By now, everyone should have watched or at least heard about the Build2016 keynote announcements from Phil Spenser about development for Xbox One and the opening up / enablement (at long last) of the public “Developer mode”, something long since sought after since the days of XBLIG on the 360 and the previous promises made by the ID@Xbox team about the future of indie development on Microsoft’s latest console.
For getting started info, check out this awesome post by Lee Stott, a DX technical evangelist at Microsoft, who explains exactly what you need to get started:
This has been a long and torturous journey after many promises, supposed delays (although to MS’s account, they never actually said WHEN, everyone just assumed now) and a lot of brushfire reporting about the whole affair. Finally, it is here and the doors are open but what does it really mean? I’ve fielded a lot of questions, questions some (yet more) inflammatory articles that twist and turn a phrase to mean something else and tried to set the record straight, now finally I can actually put keys to action and try and help straighten out the whole state of affair.

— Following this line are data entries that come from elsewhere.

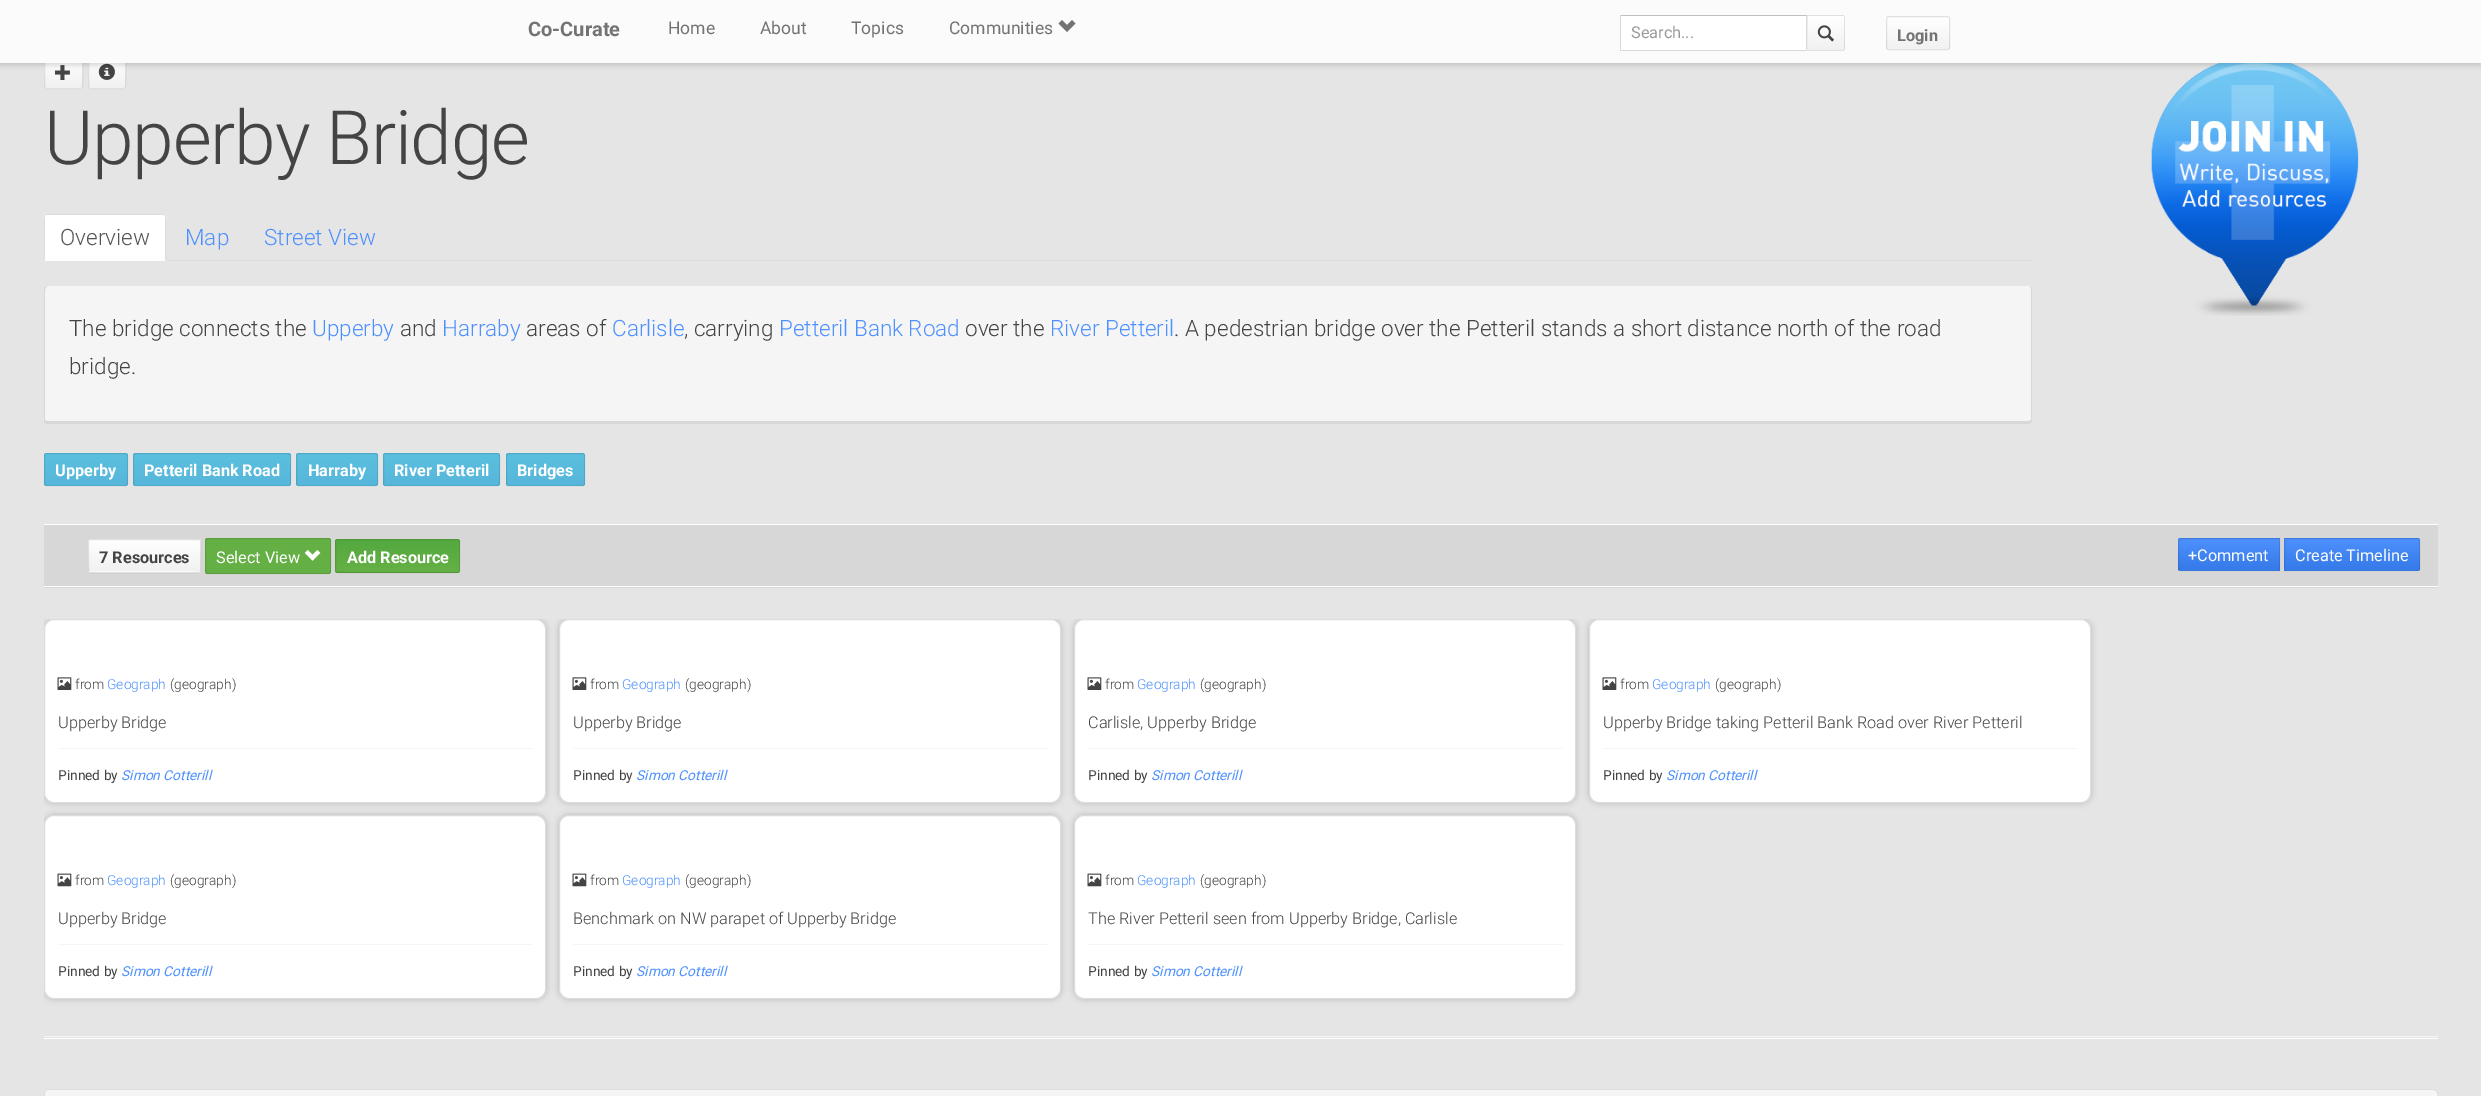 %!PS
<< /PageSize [2481 1096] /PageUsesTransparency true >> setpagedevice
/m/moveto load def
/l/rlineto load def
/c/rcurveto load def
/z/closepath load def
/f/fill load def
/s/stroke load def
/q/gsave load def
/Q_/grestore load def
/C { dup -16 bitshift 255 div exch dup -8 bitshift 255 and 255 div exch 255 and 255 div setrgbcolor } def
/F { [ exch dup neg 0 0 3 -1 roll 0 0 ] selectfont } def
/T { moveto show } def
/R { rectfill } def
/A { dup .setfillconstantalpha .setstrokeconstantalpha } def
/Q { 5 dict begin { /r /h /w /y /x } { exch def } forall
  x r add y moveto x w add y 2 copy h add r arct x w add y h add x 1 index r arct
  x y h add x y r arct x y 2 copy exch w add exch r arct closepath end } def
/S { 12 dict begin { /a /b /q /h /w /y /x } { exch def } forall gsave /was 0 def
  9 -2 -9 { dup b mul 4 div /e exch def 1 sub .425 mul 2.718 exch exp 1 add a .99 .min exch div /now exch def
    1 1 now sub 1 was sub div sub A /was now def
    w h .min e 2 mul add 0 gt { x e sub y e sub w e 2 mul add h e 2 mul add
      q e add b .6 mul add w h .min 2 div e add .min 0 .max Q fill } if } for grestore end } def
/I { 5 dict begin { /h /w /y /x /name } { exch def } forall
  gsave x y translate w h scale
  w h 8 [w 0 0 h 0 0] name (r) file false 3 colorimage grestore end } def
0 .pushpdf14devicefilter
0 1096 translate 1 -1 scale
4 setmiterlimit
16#E5E5E5 C
0 0 2481 1096 R
16#F9F9F9 C
44 55 39 34 2.5 Q f
q 44 63 m 39 0 l 0 25 l -39 0 l z clip newpath
<< /ShadingType 2 /ColorSpace /DeviceRGB /Coords [63 56 63 88] /Extend [true true] /Function << /FunctionType 2 /Domain [0 1] /C0 [1 1 1] /C1 [.945 .945 .945] /N 1 >> >> shfill Q_
0.1 A
16#000000 C
44.5 55.5 38 33 2 Q s
1 A
(2.rgb) 55 65 15 15 I
16#F9F9F9 C
88 55 38 34 2.5 Q f
q 88 63 m 38 0 l 0 25 l -38 0 l z clip newpath
<< /ShadingType 2 /ColorSpace /DeviceRGB /Coords [107 56 107 88] /Extend [true true] /Function << /FunctionType 2 /Domain [0 1] /C0 [1 1 1] /C1 [.945 .945 .945] /N 1 >> >> shfill Q_
0.1 A
16#000000 C
88.5 55.5 37 33 2 Q s
1 A
(3.rgb) 98 63 17 17 I
(4.rgb) 2151 63 208 253 I
0 3 2481 62 0 2.5 .15 S
16#FBFBFB C
0 0 2481 63 R
/Roboto-Bold 20 F
16#737373 C
(Co-Curate) 528 36 T
/Roboto-Regular 17.5 F
(Home) 668 34 T
(About) 760 34 T
(Topics) 851 34 T
(Communities) 949 34 T
1058.5 23.5 m 8.5 8.5 l 8.5 -8.5 l -3.5 -3.5 l -5 5 l -5 -5 l z f
16#FFFFFF C
1621 15 m 187 0 l 0 36 l -187 0 l -.5 0 -1 -.5 -1 -1 c 0 -34 l 0 -.5 .5 -1 1 -1 c z f
16#C0C0C0 C
1621 15 m -1 1 l 1 0 l 185 0 l 2 -1 l z f
16#D9D9D9 C
1807.5 15 m 0 36 l -1.5 -1 l 0 -33.5 l z f
1807 51 m -187 0 l 1 -1 l 185 0 l z f
1621 16 m -.5 -.5 l -.5 .5 l 0 34 l .5 1 l .5 -1 l z f
/Roboto-Regular 16.25 F
16#999999 C
(Search...) 1631 38 T
q 1808 16 m 37 0 l 0 34 l -37 0 l z clip newpath
<< /ShadingType 2 /ColorSpace /DeviceRGB /Coords [1826 16 1826 50] /Extend [true true] /Function << /FunctionType 2 /Domain [0 1] /C0 [1 1 1] /C1 [.945 .945 .945] /N 1 >> >> shfill Q_
16#E0E0E0 C
1808 15 36 1 R
0.1 A
16#000000 C
1844 16 1 34 R
1 A
16#E0E0E0 C
1808 50 36 1 R
(1.rgb) 1817 25 17 17 I
q 1886 18 m 64 0 l 0 31 l -64 0 l z clip newpath
<< /ShadingType 2 /ColorSpace /DeviceRGB /Coords [1918 17 1918 49] /Extend [true true] /Function << /FunctionType 2 /Domain [0 1] /C0 [1 1 1] /C1 [.945 .945 .945] /N 1 >> >> shfill Q_
0.1 A
16#000000 C
1886.5 16.5 63 33 2 Q s
/Roboto-Bold 16.25 F
1 A
16#737373 C
(Login) 1897 41 T
/Roboto-Light 75 F
16#444444 C
44 164 m -1.25 0 (Upperby Bridge) ashow
16#DDDDDD C
166 260 1867 1 R
16#FFFFFF C
46.5 214 m 117 0 l 1.5 0 2.5 1 2.5 2.5 c 0 44.5 l -122 0 l 0 -44.5 l 0 -1.5 1 -2.5 2.5 -2.5 c z f
16#DDDDDD C
46 214 m -1 1 l 1 1 l 0 -1 l 118 0 l 0 1 l 1 -1 l -1 -1 l z f
166 261 m 0 -5 1 -45 -1 -46 c -1 1 l 1 0 l 0 44 l z f
45 215 m -2 1 -1 41 -1 46 c 1 -1 l 0 -44 l 1 0 l z f
/Roboto-Light 22.5 F
16#555555 C
(Overview) 60 245 T
16#4D90FE C
(Map) 185 245 T
(Street View) 264 245 T
16#F5F5F5 C
48 286 m 1981 0 l 2 0 2 3 2 4 c 0 130 l -2 1 l -1982 0 l -2 -1 l 0 -130 l 0 -1 1 -4 3 -4 c z f
16#D8D8D8 C
48 286 m 1981 0 l 2 0 3 2 3 4 c 0 130 l 0 2 -1 4 -3 4 c -1981 0 l -3 0 -4 -2 -4 -4 c 0 -130 l 0 -2 1 -4 4 -4 c z 48 286 m 1981 0 l 2 0 2 3 2 4 c 0 130 l -2 1 l -1982 0 l -2 -1 l 0 -130 l 0 -1 1 -4 3 -4 c z eofill
16#444444 C
(The bridge connects the) 69 336 T
16#4D90FE C
(Upperby) 312 336 T
16#444444 C
(and) 400 336 T
16#4D90FE C
(Harraby) 442 336 T
16#444444 C
(areas of) 526 336 T
16#4D90FE C
(Carlisle) 612 336 T
16#444444 C
(, carrying) 684 336 T
16#4D90FE C
(Petteril Bank Road) 779 336 T
16#444444 C
(over the) 965 336 T
16#4D90FE C
(River Petteril) 1050 336 T
16#444444 C
(. A pedestrian bridge over the Petteril stands a short distance north of the road) 1174 336 T
(bridge.) 69 374 T
16#59BCDD C
44 453 84 33 2.5 Q f
q
44 453 84 33 2.5 Q clip newpath
q 44 454 m 84 0 l 0 31 l -84 0 l z clip newpath
<< /ShadingType 2 /ColorSpace /DeviceRGB /Coords [86 454 86 485] /Extend [true true] /Function << /FunctionType 2 /Domain [0 1] /C0 [.357 .753 .871] /C1 [.341 .714 .859] /N 1 >> >> shfill Q_
Q_
0.1 A
16#000000 C
44.5 453.5 83 32 2 Q s
/Roboto-Bold 16.25 F
1 A
16#FFFFFF C
(Upperby) 55 476 T
16#59BCDD C
133 453 158 33 2.5 Q f
q
133 453 158 33 2.5 Q clip newpath
q 133 454 m 158 0 l 0 31 l -158 0 l z clip newpath
<< /ShadingType 2 /ColorSpace /DeviceRGB /Coords [212 454 212 485] /Extend [true true] /Function << /FunctionType 2 /Domain [0 1] /C0 [.357 .753 .871] /C1 [.341 .714 .859] /N 1 >> >> shfill Q_
Q_
0.1 A
16#000000 C
133.5 453.5 157 32 2 Q s
1 A
16#FFFFFF C
(Petteril Bank Road) 144 476 T
16#59BCDD C
296 453 82 33 2.5 Q f
q
296 453 82 33 2.5 Q clip newpath
q 296 454 m 82 0 l 0 31 l -82 0 l z clip newpath
<< /ShadingType 2 /ColorSpace /DeviceRGB /Coords [337 454 337 485] /Extend [true true] /Function << /FunctionType 2 /Domain [0 1] /C0 [.357 .753 .871] /C1 [.341 .714 .859] /N 1 >> >> shfill Q_
Q_
0.1 A
16#000000 C
296.5 453.5 81 32 2 Q s
1 A
16#FFFFFF C
(Harraby) 308 476 T
16#59BCDD C
383 453 117 33 2.5 Q f
q
383 453 117 33 2.5 Q clip newpath
q 383 454 m 117 0 l 0 31 l -117 0 l z clip newpath
<< /ShadingType 2 /ColorSpace /DeviceRGB /Coords [441 454 441 485] /Extend [true true] /Function << /FunctionType 2 /Domain [0 1] /C0 [.357 .753 .871] /C1 [.341 .714 .859] /N 1 >> >> shfill Q_
Q_
0.1 A
16#000000 C
383.5 453.5 116 32 2 Q s
1 A
16#FFFFFF C
(River Petteril) 394 476 T
16#59BCDD C
506 453 79 33 2.5 Q f
q
506 453 79 33 2.5 Q clip newpath
q 506 454 m 79 0 l 0 31 l -79 0 l z clip newpath
<< /ShadingType 2 /ColorSpace /DeviceRGB /Coords [546 454 546 485] /Extend [true true] /Function << /FunctionType 2 /Domain [0 1] /C0 [.357 .753 .871] /C1 [.341 .714 .859] /N 1 >> >> shfill Q_
Q_
0.1 A
16#000000 C
506.5 453.5 78 32 2 Q s
1 A
16#FFFFFF C
(Bridges) 517 476 T
16#D7D7D7 C
44 525 2394 63 R
16#FFFFFF C
44 524 2394 1 R
44 586 2394 1 R
16#F9F9F9 C
88 539 113 34 2.5 Q f
q 88 540 m 113 0 l 0 31 l -113 0 l z clip newpath
<< /ShadingType 2 /ColorSpace /DeviceRGB /Coords [144 540 144 571] /Extend [true true] /Function << /FunctionType 2 /Domain [0 1] /C0 [1 1 1] /C1 [.945 .945 .945] /N 1 >> >> shfill Q_
0.1 A
16#000000 C
88.5 539.5 112 33 2 Q s
1 A
16#444444 C
(7 Resources) 99 563 T
16#65B045 C
205 538 126 36 2.5 Q f
0.1 A
16#000000 C
205.5 538.5 125 35 2 Q s
/Roboto-Regular 16.25 F
1 A
16#FFFFFF C
(Select View) 216 563 T
(5.rgb) 304 550 17 11 I
16#5AAC41 C
335 539 125 34 2.5 Q f
q 335 540 m 125 0 l 0 31 l -125 0 l z clip newpath
<< /ShadingType 2 /ColorSpace /DeviceRGB /Coords [398 540 398 571] /Extend [true true] /Function << /FunctionType 2 /Domain [0 1] /C0 [.325 .663 .247] /C1 [.396 .69 .271] /N 1 >> >> shfill Q_
0.1 A
16#000000 C
335.5 539.5 124 33 2 Q s
/Roboto-Bold 16.25 F
1 A
16#FFFFFF C
(Add Resource) 347 563 T
16#4387F5 C
2180.5 538 m 99.5 0 l 0 33 l -99.5 0 l -1.5 0 -2.5 -1 -2.5 -2.5 c 0 -28 l 0 -1.5 1 -2.5 2.5 -2.5 c z f
q 2178 539 m 102 0 l 0 31 l -102 0 l z clip newpath
<< /ShadingType 2 /ColorSpace /DeviceRGB /Coords [2229 539 2229 570] /Extend [true true] /Function << /FunctionType 2 /Domain [0 1] /C0 [.302 .565 .996] /C1 [.208 .478 .91] /N 1 >> >> shfill Q_
0.1 A
16#000000 C
2180.5 538.5 m 99 0 l 0 32 l -99 0 l -1 0 -2 -1 -2 -2 c 0 -28 l 0 -1 1 -2 2 -2 c z s
/Roboto-Regular 16.25 F
1 A
16#FFFFFF C
(+Comment) 2188 561 T
16#4387F5 C
2284 538 m 133.5 0 l 1.5 0 2.5 1 2.5 2.5 c 0 28 l 0 1.5 -1 2.5 -2.5 2.5 c -133.5 0 l z f
q 2284 539 m 136 0 l 0 31 l -136 0 l z clip newpath
<< /ShadingType 2 /ColorSpace /DeviceRGB /Coords [2352 539 2352 570] /Extend [true true] /Function << /FunctionType 2 /Domain [0 1] /C0 [.302 .565 .996] /C1 [.208 .478 .91] /N 1 >> >> shfill Q_
0.1 A
16#000000 C
2284.5 538.5 m 133 0 l 1 0 2 1 2 2 c 0 28 l 0 1 -1 2 -2 2 c -133 0 l z s
1 A
16#FFFFFF C
(Create Timeline) 2295 561 T
q
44 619 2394 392 rectclip
16#000000 C
44 619 502 184 10 3 .2 S
Q_
44.5 619.5 501 183 9.5 Q q f Q_
16#DDDDDD C
s
(6.rgb) 57 677 15 13 I
/Roboto-Light 13.75 F
16#444444 C
(from) 75 689 T
16#4D90FE C
(Geograph) 107 689 T
16#444444 C
(\(geograph\)) 170 689 T
/Roboto-Light 16.25 F
(Upperby Bridge) 58 728 T
16#F5F5F5 C
58 748 475 1 R
/Roboto-Regular 13.75 F
16#444444 C
(Pinned by) 58 780 T
/Roboto-Italic 13.75 F
16#4D90FE C
(Simon Cotterill) 121 780 T
q
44 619 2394 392 rectclip
16#000000 C
559 619 502 184 10 3 .2 S
Q_
16#FFFFFF C
559.5 619.5 501 183 9.5 Q q f Q_
16#DDDDDD C
s
(6.rgb) 572 677 15 13 I
/Roboto-Light 13.75 F
16#444444 C
(from) 590 689 T
16#4D90FE C
(Geograph) 622 689 T
16#444444 C
(\(geograph\)) 685 689 T
/Roboto-Light 16.25 F
(Upperby Bridge) 573 728 T
16#F5F5F5 C
573 748 475 1 R
/Roboto-Regular 13.75 F
16#444444 C
(Pinned by) 573 780 T
/Roboto-Italic 13.75 F
16#4D90FE C
(Simon Cotterill) 636 780 T
q
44 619 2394 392 rectclip
16#000000 C
1074 619 502 184 10 3 .2 S
Q_
16#FFFFFF C
1074.5 619.5 501 183 9.5 Q q f Q_
16#DDDDDD C
s
(6.rgb) 1087 677 15 13 I
/Roboto-Light 13.75 F
16#444444 C
(from) 1105 689 T
16#4D90FE C
(Geograph) 1137 689 T
16#444444 C
(\(geograph\)) 1200 689 T
/Roboto-Light 16.25 F
(Carlisle, Upperby Bridge) 1088 728 T
16#F5F5F5 C
1088 748 475 1 R
/Roboto-Regular 13.75 F
16#444444 C
(Pinned by) 1088 780 T
/Roboto-Italic 13.75 F
16#4D90FE C
(Simon Cotterill) 1151 780 T
q
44 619 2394 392 rectclip
16#000000 C
1589 619 502 184 10 3 .2 S
Q_
16#FFFFFF C
1589.5 619.5 501 183 9.5 Q q f Q_
16#DDDDDD C
s
(6.rgb) 1602 677 15 13 I
/Roboto-Light 13.75 F
16#444444 C
(from) 1620 689 T
16#4D90FE C
(Geograph) 1652 689 T
16#444444 C
(\(geograph\)) 1715 689 T
/Roboto-Light 16.25 F
(Upperby Bridge taking Petteril Bank Road over River Petteril) 1603 728 T
16#F5F5F5 C
1603 748 475 1 R
/Roboto-Regular 13.75 F
16#444444 C
(Pinned by) 1603 780 T
/Roboto-Italic 13.75 F
16#4D90FE C
(Simon Cotterill) 1666 780 T
q
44 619 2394 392 rectclip
16#000000 C
44 815 502 184 10 3 .2 S
Q_
16#FFFFFF C
44.5 815.5 501 183 9.5 Q q f Q_
16#DDDDDD C
s
(7.rgb) 57 873 15 14 I
/Roboto-Light 13.75 F
16#444444 C
(from) 75 885 T
16#4D90FE C
(Geograph) 107 885 T
16#444444 C
(\(geograph\)) 170 885 T
/Roboto-Light 16.25 F
(Upperby Bridge) 58 924 T
16#F5F5F5 C
58 944 475 1 R
/Roboto-Regular 13.75 F
16#444444 C
(Pinned by) 58 976 T
/Roboto-Italic 13.75 F
16#4D90FE C
(Simon Cotterill) 121 976 T
16#000000 C
559 815 502 184 10 3 .2 S
16#FFFFFF C
559.5 815.5 501 183 9.5 Q q f Q_
16#DDDDDD C
s
(7.rgb) 572 873 15 14 I
/Roboto-Light 13.75 F
16#444444 C
(from) 590 885 T
16#4D90FE C
(Geograph) 622 885 T
16#444444 C
(\(geograph\)) 685 885 T
/Roboto-Light 16.25 F
(Benchmark on NW parapet of Upperby Bridge) 573 924 T
16#F5F5F5 C
573 944 475 1 R
/Roboto-Regular 13.75 F
16#444444 C
(Pinned by) 573 976 T
/Roboto-Italic 13.75 F
16#4D90FE C
(Simon Cotterill) 636 976 T
16#000000 C
1074 815 502 184 10 3 .2 S
16#FFFFFF C
1074.5 815.5 501 183 9.5 Q q f Q_
16#DDDDDD C
s
(7.rgb) 1087 873 15 14 I
/Roboto-Light 13.75 F
16#444444 C
(from) 1105 885 T
16#4D90FE C
(Geograph) 1137 885 T
16#444444 C
(\(geograph\)) 1200 885 T
/Roboto-Light 16.25 F
(The River Petteril seen from Upperby Bridge, Carlisle) 1088 924 T
16#F5F5F5 C
1088 944 475 1 R
/Roboto-Regular 13.75 F
16#444444 C
(Pinned by) 1088 976 T
/Roboto-Italic 13.75 F
16#4D90FE C
(Simon Cotterill) 1151 976 T
16#F5F5F5 C
44 1036 2394 1 R
16#FFFFFF C
44 1038 2394 1 R
44.5 1089.5 2393 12 4.5 Q q f Q_
16#DDDDDD C
s
16#F5F5F5 C
49 1090 m 2383 0 l 2 0 4 2 4 4 c 0 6 l -2391 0 l 0 -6 l 0 -2 2 -4 4 -4 c z f
.poppdf14devicefilter showpage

Note, these words are my own and not official statements of Microsoft or Xbox/ID@Xbox. Everything mentioned here is public knowledge and out in the open (just clear and concise in one place). Where possible, I’ve added clarity (in response to queries) and strayed as close to the NDA (Non-Disclosure Agreement) line as I have dared. Being an MVP for Microsoft and ID@Xbox has its perks and helping people develop for Microsoft platforms and the Xbox One is one of them.
From what has come before
I’ve been a long standing supporter and technical evangelist for all things game development (or development in general) related, showing all the things everyone needs to know to make great games. A big part of that story started with the XBox Live Indie Game development program, the first stab any developer (outside of a published studio) had to make games cross platform and published on a retail games console,
Through one unified SDK, the XNA framework allowed you to develop and publish your games directly on your retail Xbox 360 console or on your Windows desktop. Later on you could also publish to Windows Phone / Mobile and then even further through the help of the fantastic MonoGame team. This was a code heavy environment which gave a lot of mainstream developers took hold of and played with, a fair few even accomplished their dreams, got it in to the public’s hands and made money, some of those developers have even moved on to the ID@Xbox program and continued to publish.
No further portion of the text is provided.